# Karcher Repair South Wales



## VB32

Hello

Please can anyone recommend someone who can repair a Karcher Pressure washer K6.50. in south wales area - i live near Pontypridd.

The fault is a capcitor from doing some research online, machine blows a fuse in the plug everytime i use it over last few weeks. Once fuse is replaced, machine works fine. Until next time i use it. 

Price of the part is £25 approx but I just attempted to dismantle the machine but dont know how to fully take it apart.

My machine is nearly about 8-9 years old, so not under warranty 

thanks :thumb:


----------



## Roy47

http://www.pwssouthwales.co.uk/scripts/default.asp

pontardawe swansea

bit far from you ?


----------



## VB32

thanks for the reply 

Swansea is a little bit too far, ive posted in Tools section to ask anyone if they can help with how to take machine apart myself.

Will see what replies i get and then ring dealer you mentioned for quote as last resort. 

Maybe its time for new presssure washer - its served me really well over years. :thumb:


----------



## mattjonescardiff

I wouldn't bother with repair, and I wouldn't buy Karcher again. Nilfisk is a brand that has really impressed me recently. Even the basic units are very capable and seem of high quality.


----------



## sean20

hi nice to see another member from pontypridd on hear.

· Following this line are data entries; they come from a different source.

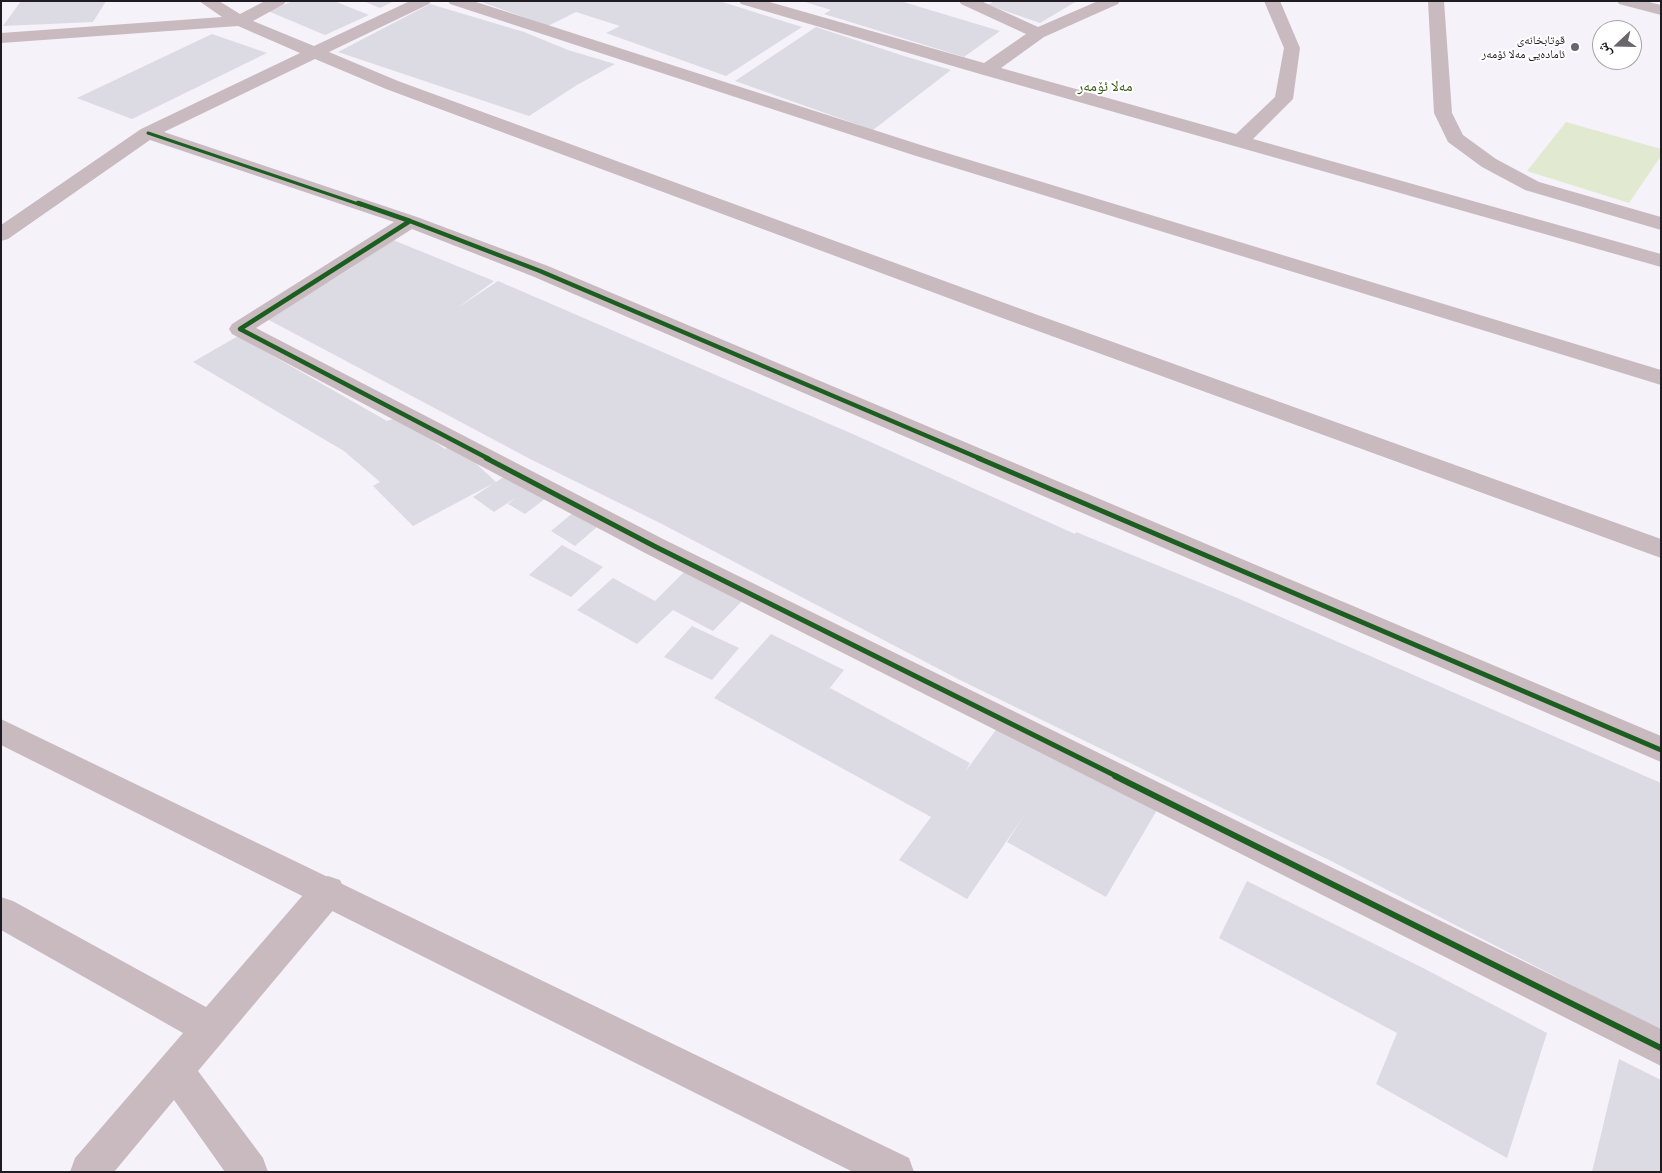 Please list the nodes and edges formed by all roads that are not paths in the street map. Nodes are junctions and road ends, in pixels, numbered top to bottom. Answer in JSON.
{"nodes":[{"id":1,"x":207,"y":1,"type":"edge"},
{"id":2,"x":278,"y":1,"type":"edge"},
{"id":3,"x":423,"y":1,"type":"edge"},
{"id":4,"x":456,"y":1,"type":"edge"},
{"id":5,"x":747,"y":1,"type":"edge"},
{"id":6,"x":967,"y":1,"type":"edge"},
{"id":7,"x":1112,"y":1,"type":"edge"},
{"id":8,"x":1272,"y":1,"type":"edge"},
{"id":9,"x":1436,"y":1,"type":"edge"},
{"id":10,"x":1625,"y":1,"type":"edge"},
{"id":11,"x":1661,"y":10,"type":"edge"},
{"id":12,"x":240,"y":20,"type":"junction"},
{"id":13,"x":1038,"y":33,"type":"junction"},
{"id":14,"x":1,"y":38,"type":"edge"},
{"id":15,"x":316,"y":51,"type":"junction"},
{"id":16,"x":986,"y":70,"type":"junction"},
{"id":17,"x":148,"y":133,"type":"junction"},
{"id":18,"x":1239,"y":142,"type":"junction"},
{"id":19,"x":410,"y":221,"type":"junction"},
{"id":20,"x":1661,"y":224,"type":"edge"},
{"id":21,"x":1,"y":235,"type":"edge"},
{"id":22,"x":1661,"y":261,"type":"edge"},
{"id":23,"x":1661,"y":378,"type":"edge"},
{"id":24,"x":1661,"y":549,"type":"edge"},
{"id":25,"x":1,"y":731,"type":"edge"},
{"id":26,"x":1661,"y":750,"type":"edge"},
{"id":27,"x":328,"y":890,"type":"junction"},
{"id":28,"x":1,"y":912,"type":"edge"},
{"id":29,"x":210,"y":1028,"type":"junction"},
{"id":30,"x":1661,"y":1048,"type":"edge"},
{"id":31,"x":175,"y":1070,"type":"junction"},
{"id":32,"x":89,"y":1172,"type":"edge"},
{"id":33,"x":248,"y":1172,"type":"edge"},
{"id":34,"x":895,"y":1172,"type":"edge"}],
"edges":[{"from":1,"to":12,"type":"street"},
{"from":2,"to":12,"type":"street"},
{"from":3,"to":15,"type":"street"},
{"from":4,"to":23,"type":"street"},
{"from":5,"to":16,"type":"street"},
{"from":6,"to":13,"type":"street"},
{"from":7,"to":13,"type":"street"},
{"from":8,"to":18,"type":"street"},
{"from":9,"to":20,"type":"street"},
{"from":10,"to":11,"type":"street"},
{"from":12,"to":14,"type":"street"},
{"from":12,"to":15,"type":"street"},
{"from":13,"to":16,"type":"street"},
{"from":15,"to":17,"type":"street"},
{"from":15,"to":24,"type":"street"},
{"from":16,"to":18,"type":"street"},
{"from":17,"to":19,"type":"street"},
{"from":17,"to":21,"type":"street"},
{"from":18,"to":22,"type":"street"},
{"from":19,"to":26,"type":"street"},
{"from":19,"to":30,"type":"street"},
{"from":25,"to":27,"type":"street"},
{"from":27,"to":29,"type":"street"},
{"from":27,"to":34,"type":"street"},
{"from":28,"to":29,"type":"street"},
{"from":29,"to":31,"type":"street"},
{"from":31,"to":32,"type":"street"},
{"from":31,"to":33,"type":"street"}]}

if you change it i would go for a nilfisk.

where abouts in pontypridd are you from?
there is a van parked up in rhydfelin with karcher services on it


----------



## mejinks

Gwent Pressure washer services (or something like that) are in Risca if thats any good


----------



## smith22

karcher outlet in cardiff too, penarth road area, fixed my karcher capacitor twice for 30 including part


----------



## d00bie

Aqua Air Jet are a Karcher Approved outlet. They're in Splott, Cardiff.


----------



## trv8

smith22 said:


> karcher outlet in cardiff too, penarth road area, fixed my karcher capacitor twice for 30 including part





d00bie said:


> Aqua Air Jet are a Karcher Approved outlet. They're in Splott, Cardiff.


I think VB32 would have sorted something out by now guys...it was 8 months ago :lol:.


----------



## d00bie

trv8 said:


> I think VB32 would have sorted something out by now guys...it was 8 months ago :lol:.


Oops Lol


----------



## VB32

sorry guys
should of replied months ago
had it repaired by company near to Cardiff Prison 
Not sure of the name off it, my dad dropped it off for me 
but very good service and its been working great :thumb:


----------



## trv8

VB32 said:


> sorry guys
> should of replied months ago
> had it repaired by company near to Cardiff Prison
> Not sure of the name off it, my dad dropped it off for me
> but very good service and its been working great :thumb:


That would be these then http://www.aquaairjettingequipment.co.uk/ as mentioned by dOObie.......

Found them a bit on the expensive side....and they won't even do a discount for cash :wall:.
Soooo, I bought a Puzzi from somewhere else and saved myself £145.00 :thumb:.


----------